_How to complete this task_
From the line holding "ring dip: (992, 797)" to the final line of the entries, set down each line exactly, including both, and nothing more.
Information given Start Marker
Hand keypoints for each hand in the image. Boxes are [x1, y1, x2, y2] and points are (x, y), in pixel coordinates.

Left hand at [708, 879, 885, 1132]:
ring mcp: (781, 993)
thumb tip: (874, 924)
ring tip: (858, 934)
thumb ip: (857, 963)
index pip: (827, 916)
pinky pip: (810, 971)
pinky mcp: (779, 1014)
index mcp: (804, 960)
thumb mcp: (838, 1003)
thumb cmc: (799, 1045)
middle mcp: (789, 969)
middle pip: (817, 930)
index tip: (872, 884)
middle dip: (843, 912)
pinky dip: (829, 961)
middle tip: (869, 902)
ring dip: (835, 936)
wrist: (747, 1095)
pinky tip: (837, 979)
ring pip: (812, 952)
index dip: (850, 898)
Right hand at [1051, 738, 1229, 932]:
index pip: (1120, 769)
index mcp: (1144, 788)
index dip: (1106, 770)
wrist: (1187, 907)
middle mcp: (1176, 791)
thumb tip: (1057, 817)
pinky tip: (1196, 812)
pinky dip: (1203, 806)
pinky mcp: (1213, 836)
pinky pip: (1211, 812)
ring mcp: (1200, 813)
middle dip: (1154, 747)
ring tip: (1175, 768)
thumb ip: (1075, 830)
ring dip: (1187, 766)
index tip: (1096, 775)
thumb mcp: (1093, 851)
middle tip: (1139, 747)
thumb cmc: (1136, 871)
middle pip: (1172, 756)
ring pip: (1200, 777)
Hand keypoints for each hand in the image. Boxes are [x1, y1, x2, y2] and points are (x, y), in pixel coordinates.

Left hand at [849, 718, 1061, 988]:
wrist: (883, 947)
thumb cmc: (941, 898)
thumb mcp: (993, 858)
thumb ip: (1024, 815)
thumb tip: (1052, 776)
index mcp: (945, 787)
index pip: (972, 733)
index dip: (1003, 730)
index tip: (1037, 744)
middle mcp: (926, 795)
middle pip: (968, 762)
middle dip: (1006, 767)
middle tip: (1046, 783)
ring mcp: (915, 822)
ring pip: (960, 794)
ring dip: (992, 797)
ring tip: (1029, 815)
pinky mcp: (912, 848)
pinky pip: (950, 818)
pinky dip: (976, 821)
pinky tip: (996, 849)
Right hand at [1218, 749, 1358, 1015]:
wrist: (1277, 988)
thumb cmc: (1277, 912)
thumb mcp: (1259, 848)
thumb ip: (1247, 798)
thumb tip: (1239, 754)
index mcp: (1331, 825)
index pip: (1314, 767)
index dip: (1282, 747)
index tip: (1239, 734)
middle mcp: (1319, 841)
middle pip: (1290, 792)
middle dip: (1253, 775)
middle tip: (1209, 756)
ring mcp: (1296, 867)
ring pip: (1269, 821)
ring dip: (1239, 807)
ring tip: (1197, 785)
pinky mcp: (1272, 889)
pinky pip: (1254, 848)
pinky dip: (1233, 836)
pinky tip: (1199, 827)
Information given End Marker
_Answer to this exercise_
ring dip: (992, 797)
ring tip: (1029, 815)
pinky mcp: (912, 848)
pinky pip: (950, 818)
pinky dip: (976, 821)
pinky tip: (996, 849)
Right hand at [1218, 749, 1358, 1015]:
wrist: (1277, 988)
thumb cmc: (1277, 912)
thumb mcp: (1259, 848)
thumb ip: (1247, 798)
thumb tip: (1239, 754)
index mcp: (1331, 825)
index pip: (1314, 767)
index dip: (1282, 747)
index tip: (1239, 734)
middle mcp: (1319, 841)
middle pip: (1290, 792)
middle dip: (1253, 775)
middle tip: (1209, 756)
ring mcp: (1296, 867)
ring pip: (1269, 821)
ring dip: (1239, 807)
ring tip: (1197, 785)
pinky mcp: (1272, 889)
pinky pip: (1254, 848)
pinky dip: (1233, 836)
pinky tip: (1199, 827)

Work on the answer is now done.